Belgique

Il n'existe actuellement aucune procédure officielle pour déterminer si un jeune arrêté a besoin ou non d'un interprète, déplore jeudi l'Union professionnelle de, pour et par les traducteurs et/ou interprètes assermentés en Belgique (UPTIA). La police agit "au feeling", bien que le droit à un interprète est prévu par la loi en Belgique.

L'UPTIA interpelle le gouvernement depuis plusieurs années sur la pénurie d'interprètes. "Une réévaluation et un refinancement de la fonction d'interprète assermenté, combinée à une meilleure formation, est vraiment nécessaire", plaide l'organisation professionnelle. Dans le cadre du dossier relatif au décès de Mawda, le chef de corps de la zone de police Mons-Quévy a déjà mentionné le manque d'interprètes, à la suite d'informations selon laquelle la procédure de protection des mineurs non accompagnés n'aurait pas été respectée dans ce dossier.
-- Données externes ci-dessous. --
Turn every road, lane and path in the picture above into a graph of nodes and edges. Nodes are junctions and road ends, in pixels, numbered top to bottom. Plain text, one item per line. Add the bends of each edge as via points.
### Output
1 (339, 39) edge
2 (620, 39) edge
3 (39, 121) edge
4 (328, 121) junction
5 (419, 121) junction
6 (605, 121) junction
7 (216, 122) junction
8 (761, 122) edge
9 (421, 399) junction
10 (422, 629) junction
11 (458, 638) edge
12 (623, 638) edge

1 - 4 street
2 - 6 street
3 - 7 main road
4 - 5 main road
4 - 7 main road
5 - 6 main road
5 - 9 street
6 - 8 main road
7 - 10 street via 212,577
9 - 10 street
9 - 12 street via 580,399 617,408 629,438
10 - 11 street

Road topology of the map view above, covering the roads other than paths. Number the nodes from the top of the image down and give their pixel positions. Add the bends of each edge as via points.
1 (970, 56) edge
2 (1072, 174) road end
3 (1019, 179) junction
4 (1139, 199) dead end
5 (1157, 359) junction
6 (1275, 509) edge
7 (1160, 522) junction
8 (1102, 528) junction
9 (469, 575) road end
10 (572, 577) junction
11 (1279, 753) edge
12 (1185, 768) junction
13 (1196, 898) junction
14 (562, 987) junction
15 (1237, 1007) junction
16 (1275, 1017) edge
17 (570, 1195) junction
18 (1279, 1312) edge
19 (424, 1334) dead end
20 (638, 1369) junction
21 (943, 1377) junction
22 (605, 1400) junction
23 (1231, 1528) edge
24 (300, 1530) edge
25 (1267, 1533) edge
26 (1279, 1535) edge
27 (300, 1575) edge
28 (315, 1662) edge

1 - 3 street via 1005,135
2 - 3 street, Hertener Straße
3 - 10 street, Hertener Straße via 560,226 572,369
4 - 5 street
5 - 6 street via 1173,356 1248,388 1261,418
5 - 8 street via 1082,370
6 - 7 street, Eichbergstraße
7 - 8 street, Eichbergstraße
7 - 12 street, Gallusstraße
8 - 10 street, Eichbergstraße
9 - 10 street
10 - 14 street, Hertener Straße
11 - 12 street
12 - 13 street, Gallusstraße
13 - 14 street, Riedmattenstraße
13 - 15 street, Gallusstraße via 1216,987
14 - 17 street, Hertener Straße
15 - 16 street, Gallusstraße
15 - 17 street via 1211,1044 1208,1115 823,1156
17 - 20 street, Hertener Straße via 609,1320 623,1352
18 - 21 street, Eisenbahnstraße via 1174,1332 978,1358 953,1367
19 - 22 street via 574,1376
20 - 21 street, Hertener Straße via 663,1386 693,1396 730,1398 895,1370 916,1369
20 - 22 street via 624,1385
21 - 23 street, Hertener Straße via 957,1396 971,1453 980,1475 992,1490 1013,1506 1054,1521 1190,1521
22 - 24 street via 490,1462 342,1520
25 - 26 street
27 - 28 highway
L'UPTIA ne se dit pas surprise et rappelle qu'elle interpelle le gouvernement depuis des années au sujet du manque d'interprètes.

Une directive européenne prévoit d'ailleurs la mise en place d'une procédure permettant d'évaluer si un prévenu ou un suspect comprend ou parle la langue de la procédure ou s'il a besoin de l'assistance d'un interprète.

"Le recours à un interprète dépend des listes de noms dont dispose la police et de la disponibilité de ces interprètes." L'Union des interprètes assermentés souligne qu'actuellement, les services de police n'ont pas encore accès au registre national des traducteurs et interprètes. "Il n'y a pas non plus suffisamment d'interprètes disponibles pour certaines langues ou dialectes. De plus, ils ne sont pas assez payés, ce qui n'est pas motivant et explique que certains traducteurs ne veulent plus se déplacer. Il faut absolument dégager des moyens supplémentaires."